%%

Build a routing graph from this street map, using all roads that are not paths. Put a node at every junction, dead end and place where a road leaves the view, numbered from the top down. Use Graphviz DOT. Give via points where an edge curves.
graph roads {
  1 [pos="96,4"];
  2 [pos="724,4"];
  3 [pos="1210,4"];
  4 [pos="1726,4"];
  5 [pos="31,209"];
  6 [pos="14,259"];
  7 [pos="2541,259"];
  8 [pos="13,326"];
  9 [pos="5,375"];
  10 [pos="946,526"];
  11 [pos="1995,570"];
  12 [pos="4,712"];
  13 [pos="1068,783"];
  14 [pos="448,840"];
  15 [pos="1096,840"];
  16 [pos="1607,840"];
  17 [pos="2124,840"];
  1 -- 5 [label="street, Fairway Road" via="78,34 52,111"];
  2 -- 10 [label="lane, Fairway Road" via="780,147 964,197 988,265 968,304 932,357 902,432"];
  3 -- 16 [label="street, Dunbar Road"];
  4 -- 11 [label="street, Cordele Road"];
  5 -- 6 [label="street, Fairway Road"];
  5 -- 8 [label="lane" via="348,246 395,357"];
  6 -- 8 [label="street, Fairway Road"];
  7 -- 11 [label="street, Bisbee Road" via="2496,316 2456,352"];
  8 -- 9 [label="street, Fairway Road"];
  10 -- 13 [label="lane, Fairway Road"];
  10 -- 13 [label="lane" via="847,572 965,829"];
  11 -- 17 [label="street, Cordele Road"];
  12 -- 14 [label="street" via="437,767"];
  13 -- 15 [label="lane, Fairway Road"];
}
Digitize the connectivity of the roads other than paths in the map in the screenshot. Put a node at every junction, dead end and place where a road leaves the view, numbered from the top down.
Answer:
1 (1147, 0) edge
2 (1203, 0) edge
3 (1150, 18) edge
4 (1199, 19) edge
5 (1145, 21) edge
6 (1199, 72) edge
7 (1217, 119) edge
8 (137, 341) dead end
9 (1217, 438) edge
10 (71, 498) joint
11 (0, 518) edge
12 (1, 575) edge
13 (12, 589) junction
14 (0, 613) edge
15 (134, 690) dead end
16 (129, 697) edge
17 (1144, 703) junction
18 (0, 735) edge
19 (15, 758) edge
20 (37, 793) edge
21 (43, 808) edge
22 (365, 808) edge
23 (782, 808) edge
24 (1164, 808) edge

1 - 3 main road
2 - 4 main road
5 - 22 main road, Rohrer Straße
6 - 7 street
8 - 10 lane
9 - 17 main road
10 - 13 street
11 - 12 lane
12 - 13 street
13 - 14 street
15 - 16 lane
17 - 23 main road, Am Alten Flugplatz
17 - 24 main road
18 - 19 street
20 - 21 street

%%

WHAT YOU WILL DO ▸ Transcribe the material exactly, so that no line is lost or altered.

RESULT ▸
Build a routing graph from this street map, using all roads that are not paths. Put a node at every junction, dead end and place where a road leaves the view, numbered from the top down. Use Graphviz DOT. Give via points where an edge curves.
graph roads {
  1 [pos="96,4"];
  2 [pos="724,4"];
  3 [pos="1210,4"];
  4 [pos="1726,4"];
  5 [pos="31,209"];
  6 [pos="14,259"];
  7 [pos="2541,259"];
  8 [pos="13,326"];
  9 [pos="5,375"];
  10 [pos="946,526"];
  11 [pos="1995,570"];
  12 [pos="4,712"];
  13 [pos="1068,783"];
  14 [pos="448,840"];
  15 [pos="1096,840"];
  16 [pos="1607,840"];
  17 [pos="2124,840"];
  1 -- 5 [label="street, Fairway Road" via="78,34 52,111"];
  2 -- 10 [label="lane, Fairway Road" via="780,147 964,197 988,265 968,304 932,357 902,432"];
  3 -- 16 [label="street, Dunbar Road"];
  4 -- 11 [label="street, Cordele Road"];
  5 -- 6 [label="street, Fairway Road"];
  5 -- 8 [label="lane" via="348,246 395,357"];
  6 -- 8 [label="street, Fairway Road"];
  7 -- 11 [label="street, Bisbee Road" via="2496,316 2456,352"];
  8 -- 9 [label="street, Fairway Road"];
  10 -- 13 [label="lane, Fairway Road"];
  10 -- 13 [label="lane" via="847,572 965,829"];
  11 -- 17 [label="street, Cordele Road"];
  12 -- 14 [label="street" via="437,767"];
  13 -- 15 [label="lane, Fairway Road"];
}
Digitize the connectivity of the roads other than paths in the map in the screenshot. Put a node at every junction, dead end and place where a road leaves the view, numbered from the top down.
Answer:
1 (1147, 0) edge
2 (1203, 0) edge
3 (1150, 18) edge
4 (1199, 19) edge
5 (1145, 21) edge
6 (1199, 72) edge
7 (1217, 119) edge
8 (137, 341) dead end
9 (1217, 438) edge
10 (71, 498) joint
11 (0, 518) edge
12 (1, 575) edge
13 (12, 589) junction
14 (0, 613) edge
15 (134, 690) dead end
16 (129, 697) edge
17 (1144, 703) junction
18 (0, 735) edge
19 (15, 758) edge
20 (37, 793) edge
21 (43, 808) edge
22 (365, 808) edge
23 (782, 808) edge
24 (1164, 808) edge

1 - 3 main road
2 - 4 main road
5 - 22 main road, Rohrer Straße
6 - 7 street
8 - 10 lane
9 - 17 main road
10 - 13 street
11 - 12 lane
12 - 13 street
13 - 14 street
15 - 16 lane
17 - 23 main road, Am Alten Flugplatz
17 - 24 main road
18 - 19 street
20 - 21 street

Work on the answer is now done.